Bureau of Reclamation Commissioner Michael L. Connor announced $1.2 million in WaterSMART funding for nine applied science projects to assist management decisions for the Desert and Southern Rockies Landscape Conservation Cooperatives that encompass Arizona, California, Colorado, Nevada, New Mexico, Texas, Utah and Wyoming, as well as a substantial portion of Northern Mexico. This funding will be matched for a total of $2,512,080 available for research.
Since its establishment in 2010, the WaterSMART Program has provided more than $82 million in competitively awarded funding to non-federal partners, including tribes, water districts and universities.
"The Department of the Interior Landscape Conservation Cooperatives cross agency jurisdictions and political boundaries to address landscape-scale changes and impacts to land, water, wildlife and cultural resources," said Connor. "These applied science projects will inform federal, state, tribes and local managers as they analyze and adapt to climate change and other stressors such as drought or invasive species."

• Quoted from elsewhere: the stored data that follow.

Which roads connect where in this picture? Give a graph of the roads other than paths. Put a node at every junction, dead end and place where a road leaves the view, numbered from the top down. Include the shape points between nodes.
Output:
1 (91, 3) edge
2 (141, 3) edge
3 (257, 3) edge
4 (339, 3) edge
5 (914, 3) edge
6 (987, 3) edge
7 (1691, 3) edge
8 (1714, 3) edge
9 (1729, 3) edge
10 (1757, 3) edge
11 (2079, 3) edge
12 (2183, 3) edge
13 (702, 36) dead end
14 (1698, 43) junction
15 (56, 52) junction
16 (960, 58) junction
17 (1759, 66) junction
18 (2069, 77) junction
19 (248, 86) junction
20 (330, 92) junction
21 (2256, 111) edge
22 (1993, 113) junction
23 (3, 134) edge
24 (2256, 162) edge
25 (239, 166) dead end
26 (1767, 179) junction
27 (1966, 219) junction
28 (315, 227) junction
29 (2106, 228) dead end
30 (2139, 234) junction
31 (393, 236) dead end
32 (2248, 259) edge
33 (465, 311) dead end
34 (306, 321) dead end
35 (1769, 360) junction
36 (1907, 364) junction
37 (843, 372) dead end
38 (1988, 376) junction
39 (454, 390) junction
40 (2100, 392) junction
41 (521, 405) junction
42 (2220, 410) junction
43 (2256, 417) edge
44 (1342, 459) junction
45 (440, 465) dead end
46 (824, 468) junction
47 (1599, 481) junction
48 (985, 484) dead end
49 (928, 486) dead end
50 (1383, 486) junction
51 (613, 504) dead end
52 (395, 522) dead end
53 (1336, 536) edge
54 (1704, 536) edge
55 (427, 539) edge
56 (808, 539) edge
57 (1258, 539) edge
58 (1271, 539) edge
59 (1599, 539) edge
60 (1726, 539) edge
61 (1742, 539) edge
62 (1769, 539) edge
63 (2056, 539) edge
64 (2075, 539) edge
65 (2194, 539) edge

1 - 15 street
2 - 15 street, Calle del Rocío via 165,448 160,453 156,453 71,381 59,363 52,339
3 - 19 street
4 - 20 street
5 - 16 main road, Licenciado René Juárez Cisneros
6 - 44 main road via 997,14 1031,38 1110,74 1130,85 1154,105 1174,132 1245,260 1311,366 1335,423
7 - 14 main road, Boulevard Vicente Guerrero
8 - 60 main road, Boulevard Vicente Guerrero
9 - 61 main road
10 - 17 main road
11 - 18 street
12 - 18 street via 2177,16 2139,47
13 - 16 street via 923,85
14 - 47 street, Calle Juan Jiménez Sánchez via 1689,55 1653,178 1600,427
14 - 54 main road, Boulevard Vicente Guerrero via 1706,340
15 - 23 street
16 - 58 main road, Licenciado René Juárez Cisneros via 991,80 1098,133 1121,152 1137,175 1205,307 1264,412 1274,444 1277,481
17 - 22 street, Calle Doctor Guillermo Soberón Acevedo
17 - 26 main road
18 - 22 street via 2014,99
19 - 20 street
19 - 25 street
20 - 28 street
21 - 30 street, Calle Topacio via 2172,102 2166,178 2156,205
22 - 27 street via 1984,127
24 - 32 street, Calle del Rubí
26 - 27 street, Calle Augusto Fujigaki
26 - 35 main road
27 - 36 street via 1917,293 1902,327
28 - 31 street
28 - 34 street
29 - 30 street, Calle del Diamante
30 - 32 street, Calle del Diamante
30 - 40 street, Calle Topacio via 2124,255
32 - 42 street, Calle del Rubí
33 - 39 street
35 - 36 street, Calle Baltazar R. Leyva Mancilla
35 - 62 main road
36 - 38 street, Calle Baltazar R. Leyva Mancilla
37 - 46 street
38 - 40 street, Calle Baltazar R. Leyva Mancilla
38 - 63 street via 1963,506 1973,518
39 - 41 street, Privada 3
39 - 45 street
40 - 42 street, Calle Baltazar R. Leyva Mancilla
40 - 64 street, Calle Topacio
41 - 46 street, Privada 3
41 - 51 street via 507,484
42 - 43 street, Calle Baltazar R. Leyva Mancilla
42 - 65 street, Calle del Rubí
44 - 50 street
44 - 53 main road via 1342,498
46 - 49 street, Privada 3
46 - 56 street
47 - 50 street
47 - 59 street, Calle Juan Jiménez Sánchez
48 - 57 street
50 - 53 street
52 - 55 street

Secretary of the Interior Ken Salazar established the WaterSMART program in February, 2010 the SMART in WaterSMART stands for "Sustain and Manage America's Resources for Tomorrow" in cooperation with Commissioner Connor, Deputy Secretary David J. Hayes and Assistant Secretary for Water and Science Anne Castle. WaterSMART grants are given for water and energy efficiency projects, system optimization reviews, advanced water treatment pilot, demonstration projects and climate studies.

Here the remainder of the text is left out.